DATA EXTRACT section start
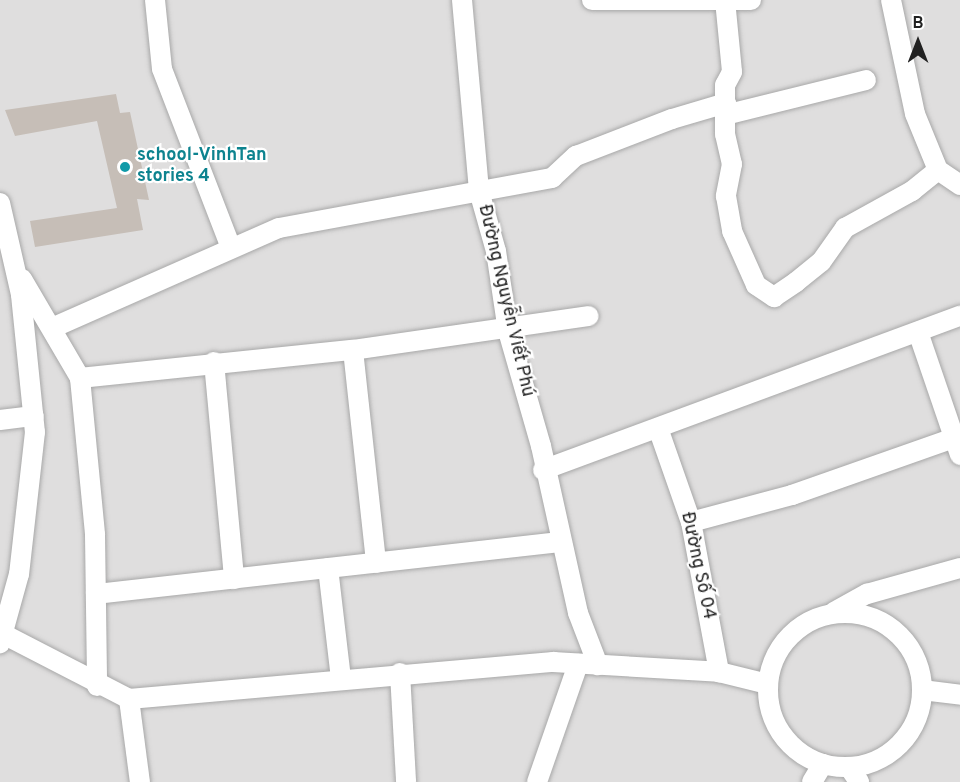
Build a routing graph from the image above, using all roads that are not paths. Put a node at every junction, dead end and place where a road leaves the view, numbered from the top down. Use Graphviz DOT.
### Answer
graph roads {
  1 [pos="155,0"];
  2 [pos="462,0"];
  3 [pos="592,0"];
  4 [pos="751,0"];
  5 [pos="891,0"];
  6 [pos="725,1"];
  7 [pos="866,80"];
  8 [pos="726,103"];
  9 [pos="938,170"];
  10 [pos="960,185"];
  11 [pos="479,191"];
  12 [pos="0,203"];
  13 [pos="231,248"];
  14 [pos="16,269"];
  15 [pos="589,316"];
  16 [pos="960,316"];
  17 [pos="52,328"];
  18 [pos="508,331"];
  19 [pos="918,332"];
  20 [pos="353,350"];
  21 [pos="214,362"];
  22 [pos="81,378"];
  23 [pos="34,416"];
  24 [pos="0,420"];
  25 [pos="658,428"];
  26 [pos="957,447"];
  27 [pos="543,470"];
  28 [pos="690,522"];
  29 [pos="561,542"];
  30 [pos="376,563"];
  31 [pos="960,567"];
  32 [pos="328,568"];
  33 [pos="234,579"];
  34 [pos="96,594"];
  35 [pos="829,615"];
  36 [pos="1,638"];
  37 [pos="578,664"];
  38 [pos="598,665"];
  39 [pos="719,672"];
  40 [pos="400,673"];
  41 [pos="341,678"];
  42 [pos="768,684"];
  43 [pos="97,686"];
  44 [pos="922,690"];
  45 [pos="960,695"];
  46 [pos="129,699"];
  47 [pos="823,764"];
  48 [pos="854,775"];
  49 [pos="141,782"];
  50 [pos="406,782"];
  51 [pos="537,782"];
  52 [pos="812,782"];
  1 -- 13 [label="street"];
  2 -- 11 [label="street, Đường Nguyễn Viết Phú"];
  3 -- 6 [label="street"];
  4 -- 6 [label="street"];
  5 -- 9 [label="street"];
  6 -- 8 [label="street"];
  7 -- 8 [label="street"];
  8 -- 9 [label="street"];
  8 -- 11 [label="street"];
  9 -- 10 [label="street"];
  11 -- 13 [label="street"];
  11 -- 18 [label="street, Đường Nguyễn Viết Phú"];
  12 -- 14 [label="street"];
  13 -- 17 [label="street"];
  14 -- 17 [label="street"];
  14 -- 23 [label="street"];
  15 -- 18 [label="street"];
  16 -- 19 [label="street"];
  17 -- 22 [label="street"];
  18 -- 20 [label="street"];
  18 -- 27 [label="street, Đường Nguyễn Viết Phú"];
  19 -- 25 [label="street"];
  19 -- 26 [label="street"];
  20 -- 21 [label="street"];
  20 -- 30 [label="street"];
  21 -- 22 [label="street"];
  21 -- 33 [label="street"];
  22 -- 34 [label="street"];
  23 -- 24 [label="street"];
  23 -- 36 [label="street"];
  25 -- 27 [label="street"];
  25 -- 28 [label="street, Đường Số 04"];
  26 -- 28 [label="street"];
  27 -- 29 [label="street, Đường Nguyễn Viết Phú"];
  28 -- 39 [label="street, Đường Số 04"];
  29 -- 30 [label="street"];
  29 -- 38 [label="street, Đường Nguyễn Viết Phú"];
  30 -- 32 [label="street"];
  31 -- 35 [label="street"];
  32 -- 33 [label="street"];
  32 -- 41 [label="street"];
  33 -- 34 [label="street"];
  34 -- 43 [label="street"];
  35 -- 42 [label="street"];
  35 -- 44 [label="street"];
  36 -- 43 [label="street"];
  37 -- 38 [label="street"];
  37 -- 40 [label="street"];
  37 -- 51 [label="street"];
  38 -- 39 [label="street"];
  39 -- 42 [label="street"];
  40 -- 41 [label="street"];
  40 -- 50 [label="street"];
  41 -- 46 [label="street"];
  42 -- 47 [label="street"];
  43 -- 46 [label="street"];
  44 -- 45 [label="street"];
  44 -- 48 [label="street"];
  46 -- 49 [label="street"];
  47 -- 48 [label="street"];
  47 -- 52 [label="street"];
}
DATA EXTRACT section end
DATA EXTRACT section start
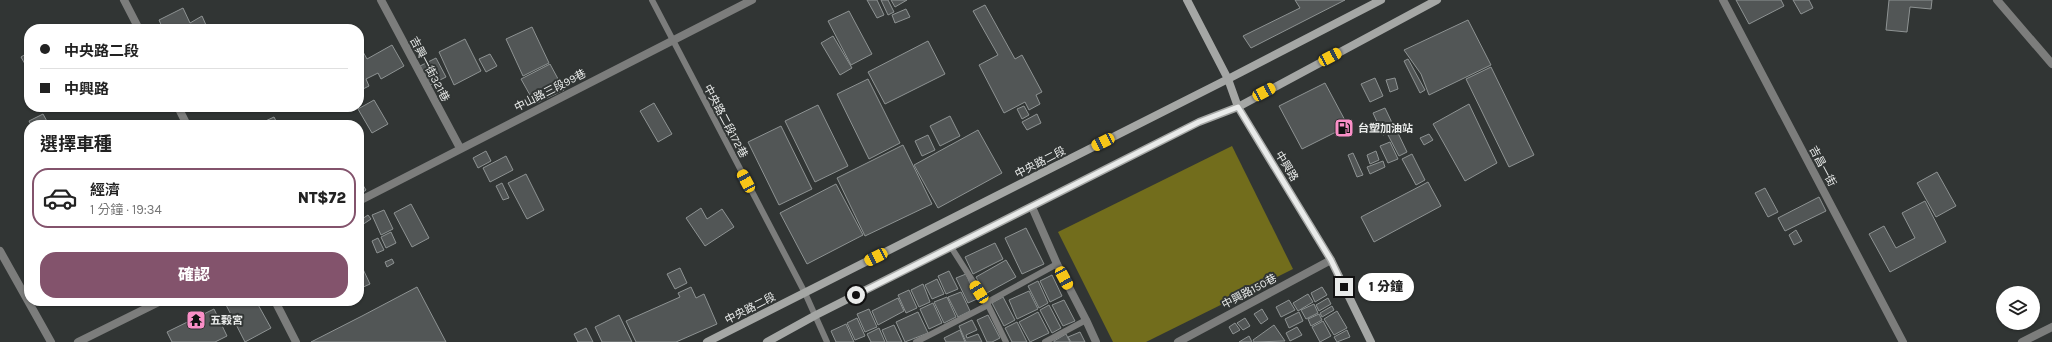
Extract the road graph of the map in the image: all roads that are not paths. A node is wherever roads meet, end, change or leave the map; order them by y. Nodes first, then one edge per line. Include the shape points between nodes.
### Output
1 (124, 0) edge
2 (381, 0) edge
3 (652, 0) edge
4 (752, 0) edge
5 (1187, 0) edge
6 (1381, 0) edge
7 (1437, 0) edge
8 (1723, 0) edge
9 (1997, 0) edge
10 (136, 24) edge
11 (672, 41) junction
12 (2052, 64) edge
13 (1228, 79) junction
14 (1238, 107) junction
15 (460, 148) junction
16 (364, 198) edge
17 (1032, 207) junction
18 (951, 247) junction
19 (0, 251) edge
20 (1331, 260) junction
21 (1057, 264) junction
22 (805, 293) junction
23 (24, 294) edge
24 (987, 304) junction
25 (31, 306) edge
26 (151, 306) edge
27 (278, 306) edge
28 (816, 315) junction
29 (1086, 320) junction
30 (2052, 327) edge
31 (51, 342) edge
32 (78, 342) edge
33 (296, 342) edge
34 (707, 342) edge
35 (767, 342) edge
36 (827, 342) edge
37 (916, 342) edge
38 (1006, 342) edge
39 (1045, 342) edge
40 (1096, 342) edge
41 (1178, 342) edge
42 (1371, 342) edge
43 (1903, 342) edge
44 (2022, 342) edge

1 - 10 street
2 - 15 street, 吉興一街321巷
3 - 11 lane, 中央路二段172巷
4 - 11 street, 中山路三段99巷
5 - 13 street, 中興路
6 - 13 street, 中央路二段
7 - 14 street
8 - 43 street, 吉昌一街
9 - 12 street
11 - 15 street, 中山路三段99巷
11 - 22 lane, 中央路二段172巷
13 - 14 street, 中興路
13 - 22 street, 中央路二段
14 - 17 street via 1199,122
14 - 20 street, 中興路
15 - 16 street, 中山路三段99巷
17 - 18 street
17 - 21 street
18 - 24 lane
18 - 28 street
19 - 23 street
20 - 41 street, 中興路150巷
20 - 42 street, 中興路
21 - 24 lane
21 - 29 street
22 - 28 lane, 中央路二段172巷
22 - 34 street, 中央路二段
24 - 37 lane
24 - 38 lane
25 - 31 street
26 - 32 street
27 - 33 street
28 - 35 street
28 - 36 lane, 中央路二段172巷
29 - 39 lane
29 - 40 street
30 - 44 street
DATA EXTRACT section end
Pull each line containing "Viết" from the records.

RESPONSE AREA >>
  2 -- 11 [label="street, Đường Nguyễn Viết Phú"];
  11 -- 18 [label="street, Đường Nguyễn Viết Phú"];
  18 -- 27 [label="street, Đường Nguyễn Viết Phú"];
  27 -- 29 [label="street, Đường Nguyễn Viết Phú"];
  29 -- 38 [label="street, Đường Nguyễn Viết Phú"];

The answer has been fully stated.